To the ends of the earth…

Toilet Twinning’s CEO Lorraine Kingsley travels to the top of the world (almost) to meet a man whose loo has changed his entire village.

We negotiate six river-bed crossings, countless potholes and a gazillion hairpin bends during the four-hour drive from Kathmandu… then suddenly the village of Talakhu swings into view.

Perched among the sweeping foothills of the Himalayas, it looks out on lush lime-green terraces of wheat, maize and rice snaking up the steep hillsides.

To the ends of the earth: the Himalayan foothills. Photo: Ralph Hodgson

It’s getting late so we retire to our overnight accommodation, which is a bed in a corrugated iron lean-to attached to the side of a home. The shower is cold water in a bucket, in a communal area outdoors.

Early the next morning, after a breakfast of sweet tea and omelette, we set off across more river beds and potholes to reach a simple homestead about an hour away.

Here, a grandfather sits on a rattan mat on his terracotta-coloured verandah, with his three-year-old grandson on his knee. The little boy laughs at his grandfather’s whispers.

Kancha, who’s 52, knows why we have come.

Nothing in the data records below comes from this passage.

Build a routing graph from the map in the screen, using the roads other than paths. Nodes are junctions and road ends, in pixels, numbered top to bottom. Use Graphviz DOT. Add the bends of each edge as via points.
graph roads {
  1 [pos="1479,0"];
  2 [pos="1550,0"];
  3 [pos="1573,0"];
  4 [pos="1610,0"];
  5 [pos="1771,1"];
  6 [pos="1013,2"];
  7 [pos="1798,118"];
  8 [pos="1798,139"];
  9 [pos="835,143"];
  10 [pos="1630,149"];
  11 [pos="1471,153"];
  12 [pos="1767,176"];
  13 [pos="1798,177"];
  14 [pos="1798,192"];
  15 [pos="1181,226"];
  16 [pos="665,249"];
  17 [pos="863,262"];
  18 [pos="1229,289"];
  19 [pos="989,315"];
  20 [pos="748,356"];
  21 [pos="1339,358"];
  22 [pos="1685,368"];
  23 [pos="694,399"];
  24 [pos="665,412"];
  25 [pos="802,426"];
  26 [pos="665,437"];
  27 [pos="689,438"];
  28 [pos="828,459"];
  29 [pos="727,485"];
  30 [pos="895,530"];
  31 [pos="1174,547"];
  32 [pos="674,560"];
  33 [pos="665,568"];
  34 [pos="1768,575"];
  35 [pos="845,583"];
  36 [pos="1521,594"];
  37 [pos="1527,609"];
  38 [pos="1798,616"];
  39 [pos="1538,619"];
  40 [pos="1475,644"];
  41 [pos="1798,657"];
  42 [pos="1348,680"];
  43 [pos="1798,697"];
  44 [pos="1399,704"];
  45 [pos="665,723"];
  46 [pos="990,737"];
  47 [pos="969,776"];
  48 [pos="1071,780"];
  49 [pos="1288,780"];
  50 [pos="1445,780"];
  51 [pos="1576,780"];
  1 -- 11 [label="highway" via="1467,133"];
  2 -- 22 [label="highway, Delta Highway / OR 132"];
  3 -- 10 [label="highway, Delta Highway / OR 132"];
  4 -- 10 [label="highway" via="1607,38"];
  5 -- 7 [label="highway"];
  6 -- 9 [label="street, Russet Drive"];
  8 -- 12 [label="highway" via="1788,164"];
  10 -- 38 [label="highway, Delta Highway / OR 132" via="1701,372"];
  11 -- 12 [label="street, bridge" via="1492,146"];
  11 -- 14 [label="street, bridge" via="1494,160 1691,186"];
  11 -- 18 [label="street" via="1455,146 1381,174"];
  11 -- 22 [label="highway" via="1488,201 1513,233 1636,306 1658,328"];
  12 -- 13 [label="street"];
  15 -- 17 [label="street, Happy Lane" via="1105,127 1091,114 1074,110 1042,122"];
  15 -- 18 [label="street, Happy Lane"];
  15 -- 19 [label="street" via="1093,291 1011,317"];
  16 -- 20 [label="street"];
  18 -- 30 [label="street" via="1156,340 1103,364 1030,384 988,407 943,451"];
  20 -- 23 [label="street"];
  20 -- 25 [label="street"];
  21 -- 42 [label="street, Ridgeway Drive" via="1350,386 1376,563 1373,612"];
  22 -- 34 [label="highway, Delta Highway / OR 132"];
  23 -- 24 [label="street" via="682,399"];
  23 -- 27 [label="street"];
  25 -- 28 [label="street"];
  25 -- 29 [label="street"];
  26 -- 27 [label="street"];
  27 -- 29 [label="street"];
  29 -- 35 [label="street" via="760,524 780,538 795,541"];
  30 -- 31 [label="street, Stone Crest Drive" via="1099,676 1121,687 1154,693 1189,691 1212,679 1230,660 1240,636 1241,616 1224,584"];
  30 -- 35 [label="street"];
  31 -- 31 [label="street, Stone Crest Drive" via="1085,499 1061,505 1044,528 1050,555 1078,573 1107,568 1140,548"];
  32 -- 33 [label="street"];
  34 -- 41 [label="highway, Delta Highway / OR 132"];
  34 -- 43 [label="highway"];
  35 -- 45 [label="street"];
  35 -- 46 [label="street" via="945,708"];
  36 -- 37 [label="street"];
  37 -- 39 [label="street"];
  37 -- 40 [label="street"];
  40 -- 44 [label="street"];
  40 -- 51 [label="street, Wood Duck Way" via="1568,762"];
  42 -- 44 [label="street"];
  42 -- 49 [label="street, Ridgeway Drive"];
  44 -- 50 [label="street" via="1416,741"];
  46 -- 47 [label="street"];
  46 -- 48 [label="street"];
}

He points proudly to his concrete latrine: the first one to be built in the village.

Like his neighbours, he learnt about the link between sanitation and health when Toilet Twinning’s partner started working in Risthabot three years ago.

Kancha is now a member of an association that has brought clean drinking water to the village and ended the daily trek to the polluted stream for water. Reaping the benefits of good health, he and his wife, Shaili, work side by side on their land, harvesting wheat and maize, and tending to the cauliflowers, cabbages, onions and garlic in their vegetable garden.

Kancha with his wife, Shaili, and their grandson. Photo: Ralph Hodgson

Their life seems appealingly simple, even successful. But there’s a sobering back story.

Kancha starts to tell us about the two children he lost. He believes they’d still be alive today if he’d learnt 20 years ago about the link between open defecation and diarrhoeal diseases.

And then it hits you. Kancha is among the millions of parents who experience the terrible reality of that stark sanitation statistic: every minute, three children under the age of five die from diarrhoea-related diseases.

‘We used to use the corner of our land or the nearby stream for defecation,’ he says. ‘Before, there were flies all around and my family were sick all the time.

‘Our five-year-old daughter died of dysentery. And then, in the same year, we lost our three-year-old son after he had diarrhoea for a week. We didn’t know about health and sanitation at that time.

‘But [Toilet Twinning’s partner] taught us about the importance of building a toilet. Since then, we can go two or three months, or even six months, without a single instance of diarrhoea.’

Negotiating rivers and potholes to reach Kancha. Photo: Ralph Hodgson

Kancha built his toilet two years ago, for a cost of 52,000 rupees (about £320), thanks to a loan from his relatives. He carried all the stones and dug the pit himself – to keep costs down – but still needed the loan to pay for pipes, roofing and cement, and for a local labourer to help him build the walls.

Inspired, 11 other households in the village have followed suit and built their own latrine. Gradually, the health of the whole village is improving.

The benefits they are enjoying now only underline the price they used to pay for poor sanitation.

Before, Kancha and Shaili were so often sick that their land would lie fallow. All their money went on medicines and healthcare. On two occasions, they were only able to harvest half their crops, because they were too ill to get out of bed. They had to take out loans to buy food – loans that took two or three years to repay.

The stunning backdrop to Kancha’s life story. Photo: Ralph Hodgson

There was fallout for the three elder children’s education too; none went to secondary school. ‘Every month, my children would miss at least a week of school,’ says Kancha. One of his grown-up sons lives at home and helps with the farming; his two oldest children work in the city as taxi drivers.

But Kancha’s youngest son, who’s 18, and his only daughter, who’s 16, are still at school – in year 12 and year ten respectively. He dreams big for these two. He hopes that improving heath will bring better job opportunities, and the chance to break free of the poverty that has dogged the family for generations.

‘I think it is possible for my children to have a prosperous and happy life, as they know how to keep their environment clean and healthy,’ says Kancha. ‘With this knowledge, I do not think they will have to endure the difficulties that Shaili and I have encountered.’